You could also emulate tee using the multiprocessing package (or use processing if you're using Python 2.5 or earlier).

Jacob Gabrielson
Well, this answer works, so I'll accept it. Still, it makes me *feel* dirty.
drue
This will not work on non-Unix systems, like Windows.
Sorin Sbarnea
This is how much we care about non-Unix systems like Windows:
Matt Joiner
I just posted a pure python implementation of tee (py2/3 compatible) that can run on any platform and also be used in different logging configurations.http://stackoverflow.com/questions/616645/how-do-i-duplicate-sys-stdout-to-a-log-file-in-python/3423392#3423392
Sorin Sbarnea
A: 

As described elsewhere, perhaps the best solution is to use the logging module directly:

import logging

logging.basicConfig(level=logging.DEBUG, filename='mylog.log')
logging.info('this should to write to the log file')

However, there are some (rare) occasions where you really want to redirect stdout.

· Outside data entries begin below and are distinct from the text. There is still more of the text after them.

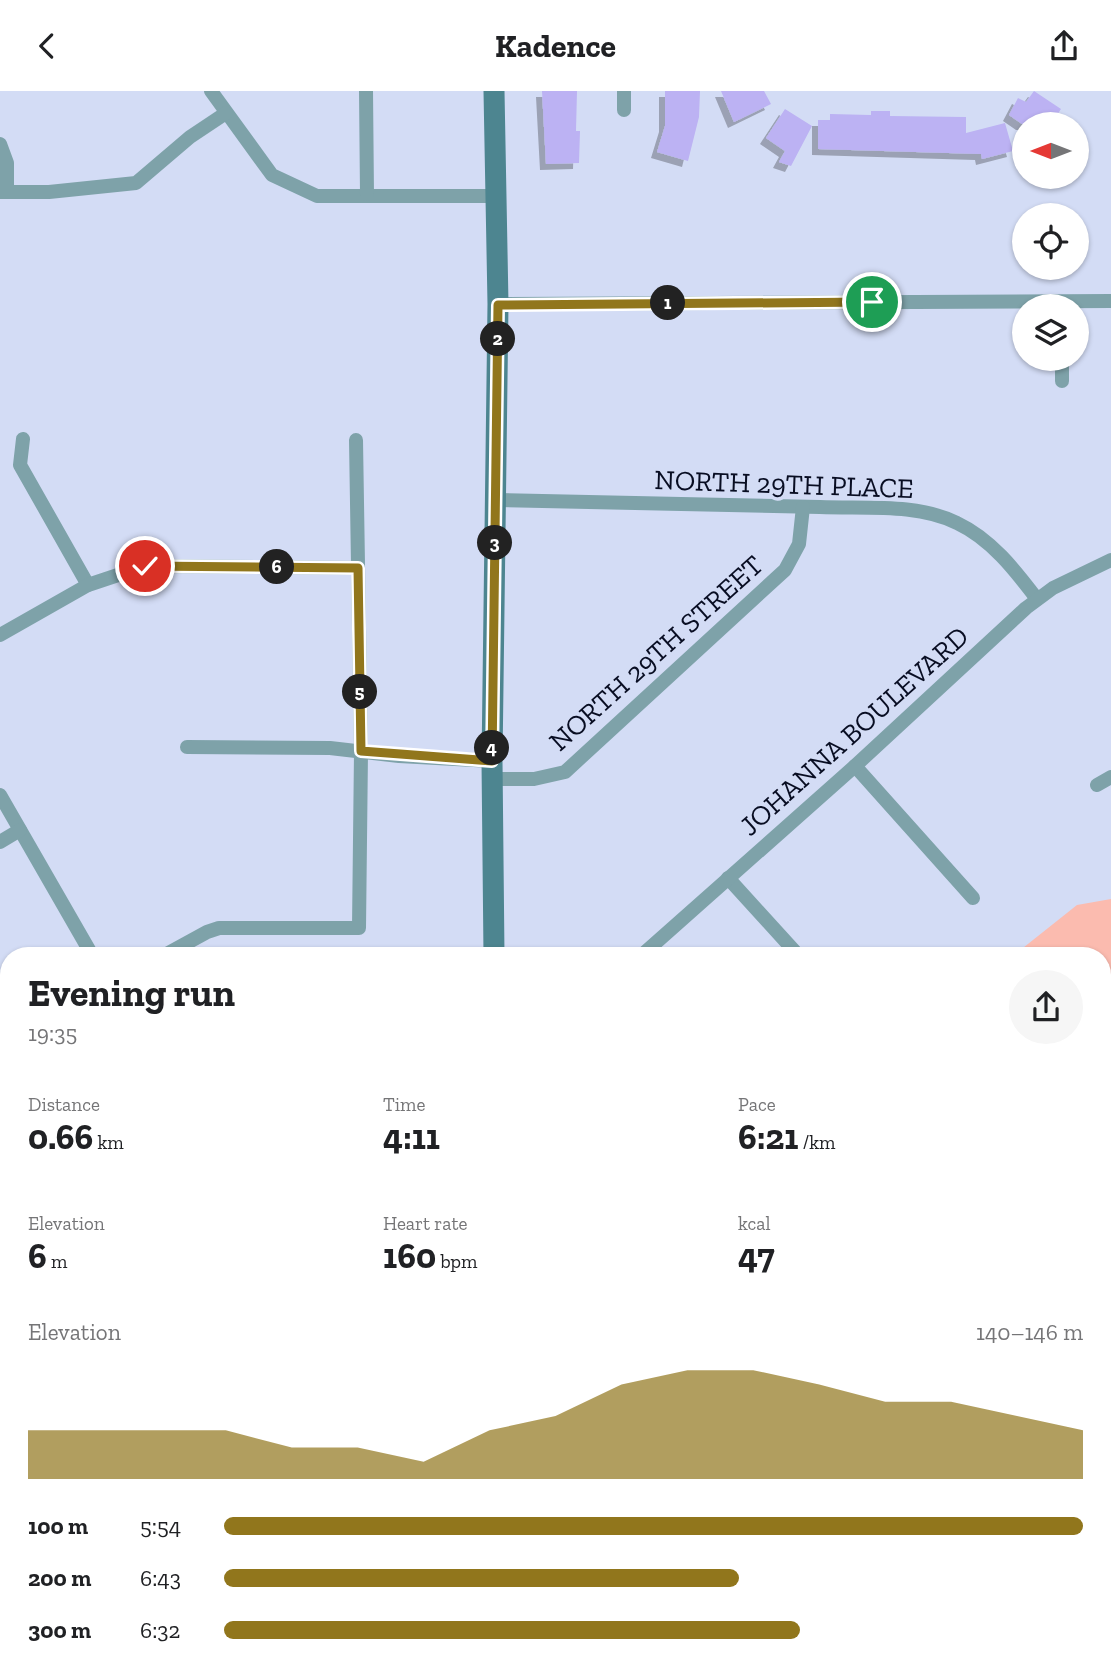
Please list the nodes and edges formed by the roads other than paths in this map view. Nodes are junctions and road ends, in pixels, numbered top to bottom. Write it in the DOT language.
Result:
graph roads {
  1 [pos="211,91"];
  2 [pos="366,91"];
  3 [pos="494,91"];
  4 [pos="624,91"];
  5 [pos="624,110"];
  6 [pos="226,113"];
  7 [pos="0,144"];
  8 [pos="4,193"];
  9 [pos="367,194"];
  10 [pos="494,196"];
  11 [pos="1111,301"];
  12 [pos="1089,302"];
  13 [pos="1012,304"];
  14 [pos="498,305"];
  15 [pos="1062,371"];
  16 [pos="1062,381"];
  17 [pos="23,439"];
  18 [pos="356,440"];
  19 [pos="496,500"];
  20 [pos="803,507"];
  21 [pos="1111,560"];
  22 [pos="358,568"];
  23 [pos="88,585"];
  24 [pos="1037,599"];
  25 [pos="0,635"];
  26 [pos="187,747"];
  27 [pos="361,751"];
  28 [pos="855,766"];
  29 [pos="493,770"];
  30 [pos="1111,777"];
  31 [pos="1097,785"];
  32 [pos="0,795"];
  33 [pos="20,830"];
  34 [pos="0,842"];
  35 [pos="728,878"];
  36 [pos="973,898"];
  37 [pos="87,947"];
  38 [pos="180,947"];
  39 [pos="494,947"];
  40 [pos="651,947"];
  41 [pos="791,947"];
  1 -- 6 [label="street"];
  2 -- 9 [label="street"];
  3 -- 10 [label="street"];
  4 -- 5 [label="street"];
  6 -- 8 [label="street"];
  6 -- 9 [label="street"];
  7 -- 8 [label="street"];
  9 -- 10 [label="street"];
  10 -- 14 [label="street"];
  11 -- 12 [label="street"];
  13 -- 14 [label="street"];
  14 -- 19 [label="street"];
  15 -- 16 [label="street"];
  17 -- 23 [label="street"];
  18 -- 22 [label="street"];
  19 -- 20 [label="street, NORTH 29TH PLACE"];
  19 -- 29 [label="street"];
  20 -- 24 [label="street, NORTH 29TH PLACE"];
  20 -- 29 [label="street, NORTH 29TH STREET"];
  21 -- 24 [label="street, JOHANNA BOULEVARD"];
  22 -- 23 [label="street"];
  22 -- 27 [label="street"];
  23 -- 25 [label="street"];
  24 -- 28 [label="street, JOHANNA BOULEVARD"];
  26 -- 27 [label="street, NORTH 29TH STREET"];
  27 -- 29 [label="street, NORTH 29TH STREET"];
  27 -- 38 [label="street"];
  28 -- 35 [label="street, JOHANNA BOULEVARD"];
  28 -- 36 [label="street"];
  29 -- 39 [label="street"];
  30 -- 31 [label="street"];
  32 -- 33 [label="street"];
  33 -- 34 [label="street"];
  33 -- 37 [label="street"];
  35 -- 40 [label="street, JOHANNA BOULEVARD"];
  35 -- 41 [label="street"];
}
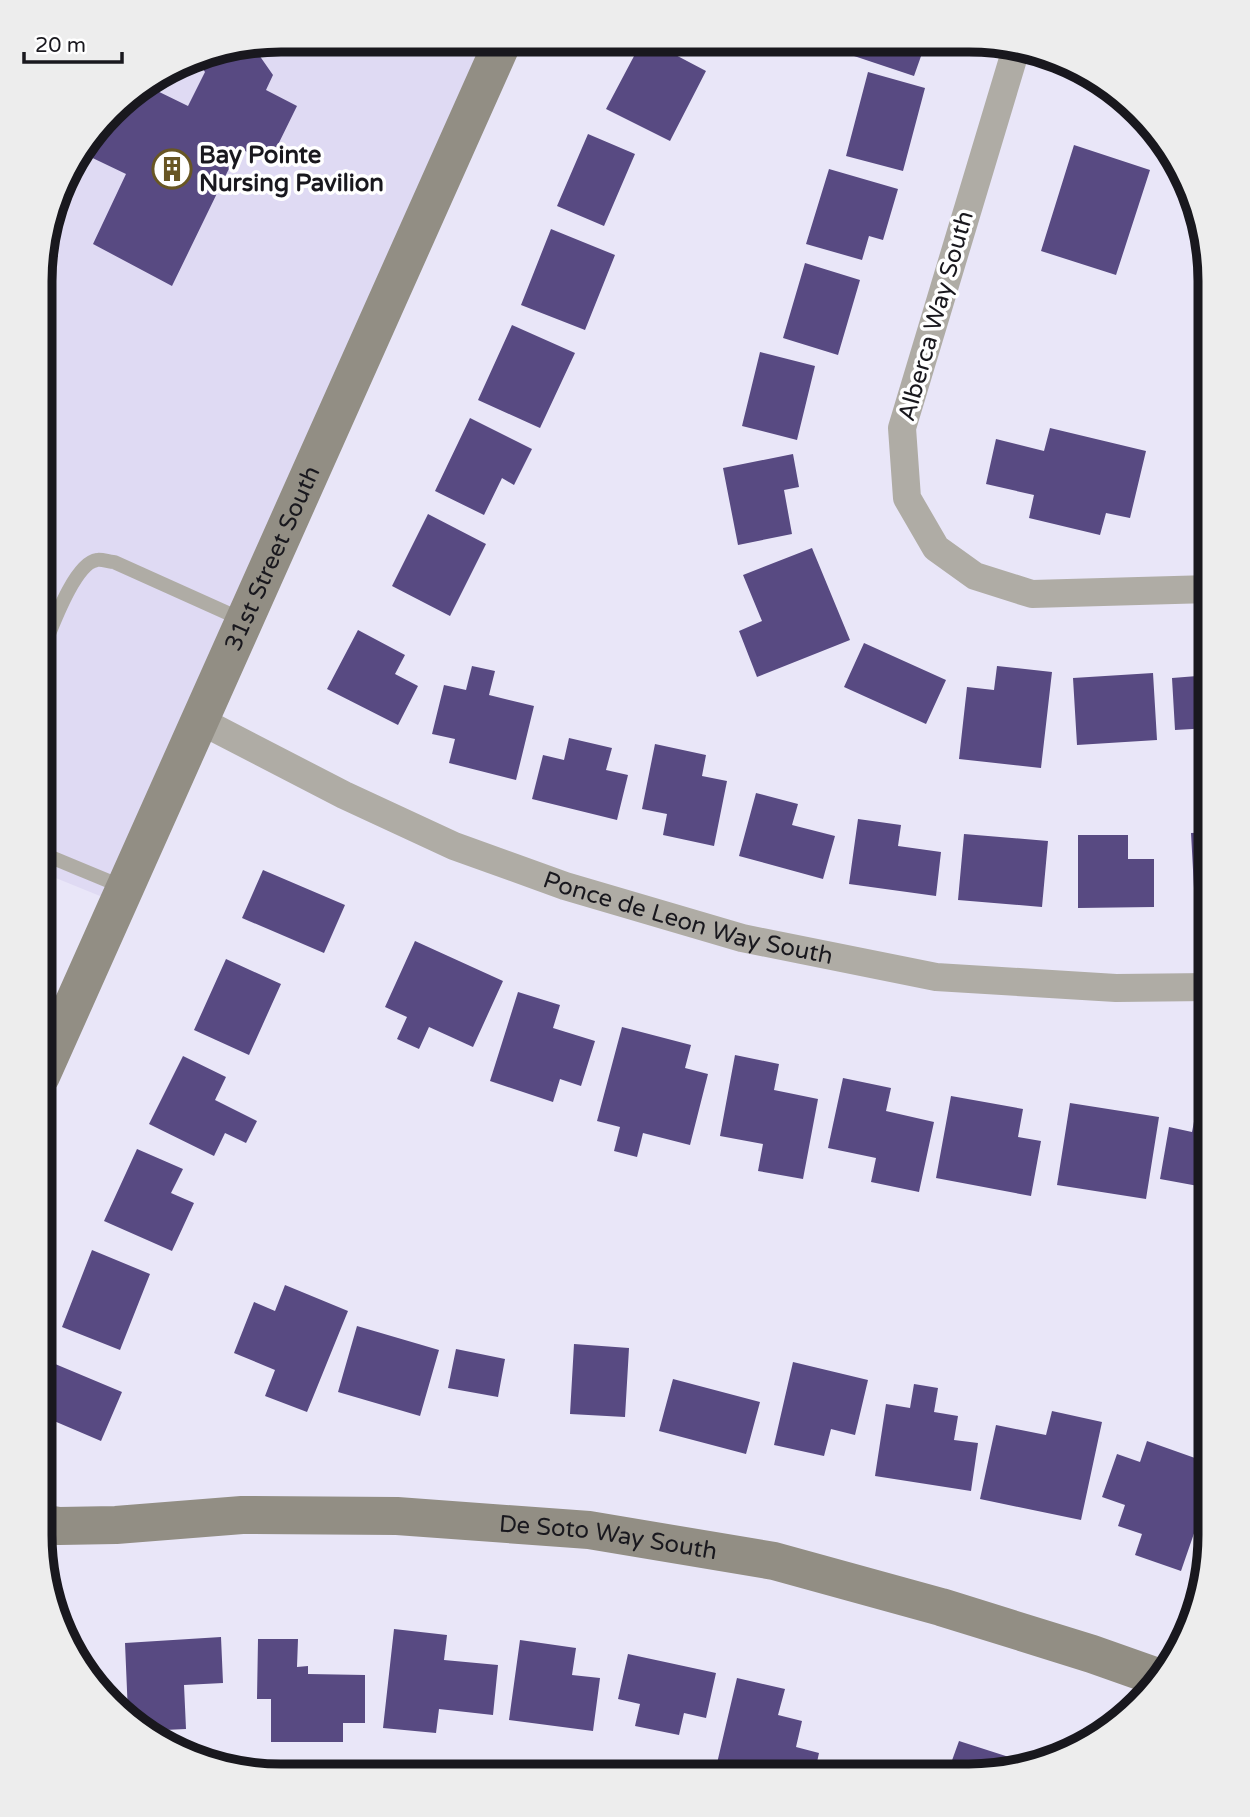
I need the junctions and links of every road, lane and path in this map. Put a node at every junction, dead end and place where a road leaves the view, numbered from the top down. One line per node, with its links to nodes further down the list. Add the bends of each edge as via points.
1 (498, 53): 4 (street, 31st Street South)
2 (1014, 57): 3 (street, Alberca Way South, via 902,428 907,498 936,548 975,576 1032,594)
3 (1198, 589)
4 (244, 620): 5 (lane, via 114,562 96,560 74,579); 6 (street, 31st Street South)
5 (52, 628)
6 (199, 720): 8 (street, 31st Street South); 9 (street, Ponce de Leon Way South, via 454,846 565,886 742,938 936,977 1116,988)
7 (52, 858): 8 (lane)
8 (124, 888): 10 (street, 31st Street South)
9 (1197, 987)
10 (52, 1051)
11 (52, 1525): 12 (street, De Soto Way South, via 242,1515 384,1516 589,1530 774,1561 941,1607)
12 (1150, 1674)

I had this situation when I was extending django's runserver command which uses print: I didn't want to hack the django source but needed the print statements to go to a file.

This is a way of redirecting stdout and stderr away from the shell using the logging module:

import logging, sys

class LogFile(object):
    """File-like object to log text using the `logging` module."""

    def __init__(self, name=None):
        self.logger = logging.getLogger(name)

    def write(self, msg, level=logging.INFO):
        self.logger.log(level, msg)

    def flush(self):
        for handler in self.logger.handlers:
            handler.flush()

logging.basicConfig(level=logging.DEBUG, filename='mylog.log')

# Redirect stdout and stderr
sys.stdout = LogFile('stdout')
sys.stderr = LogFile('stderr')

print 'this should to write to the log file'

You should only use this LogFile implementation if you really cannot use the logging module directly.

blokeley
A: 

another solution using logging module:

import logging
import sys

log = logging.getLogger('stdxxx')

class StreamLogger(object):

    def __init__(self, stream, prefix=''):
        self.stream = stream
        self.prefix = prefix
        self.data = ''

    def write(self, data):
        self.stream.write(data)
        self.stream.flush()

        self.data += data
        tmp = str(self.data)
        if '\x0a' in tmp or '\x0d' in tmp:
            tmp = tmp.rstrip('\x0a\x0d')
            log.info('%s%s' % (self.prefix, tmp))
            self.data = ''


logging.basicConfig(level=logging.INFO,
                    filename='text.log',
                    filemode='a')

sys.stdout = StreamLogger(sys.stdout, '[stdout] ')

print 'test for stdout'
Denis Barmenkov
+4  A: 

I wrote a tee() implementation in Python that should work for most cases, and it works on Windows also.

http://github.com/ssbarnea/tendo/blob/master/tendo/tee.py

Also, you can use it in combination with logging module from Python if you want.

Sorin Sbarnea
A: 

I'm writing a script to run cmd-line scripts. ( Because in some cases, there just is no viable substitute for a Linux command -- such as the case of rsync. )

What I really wanted was to use the default python logging mechanism in every case where it was possible to do so, but to still capture any error when something went wrong that was unanticipated.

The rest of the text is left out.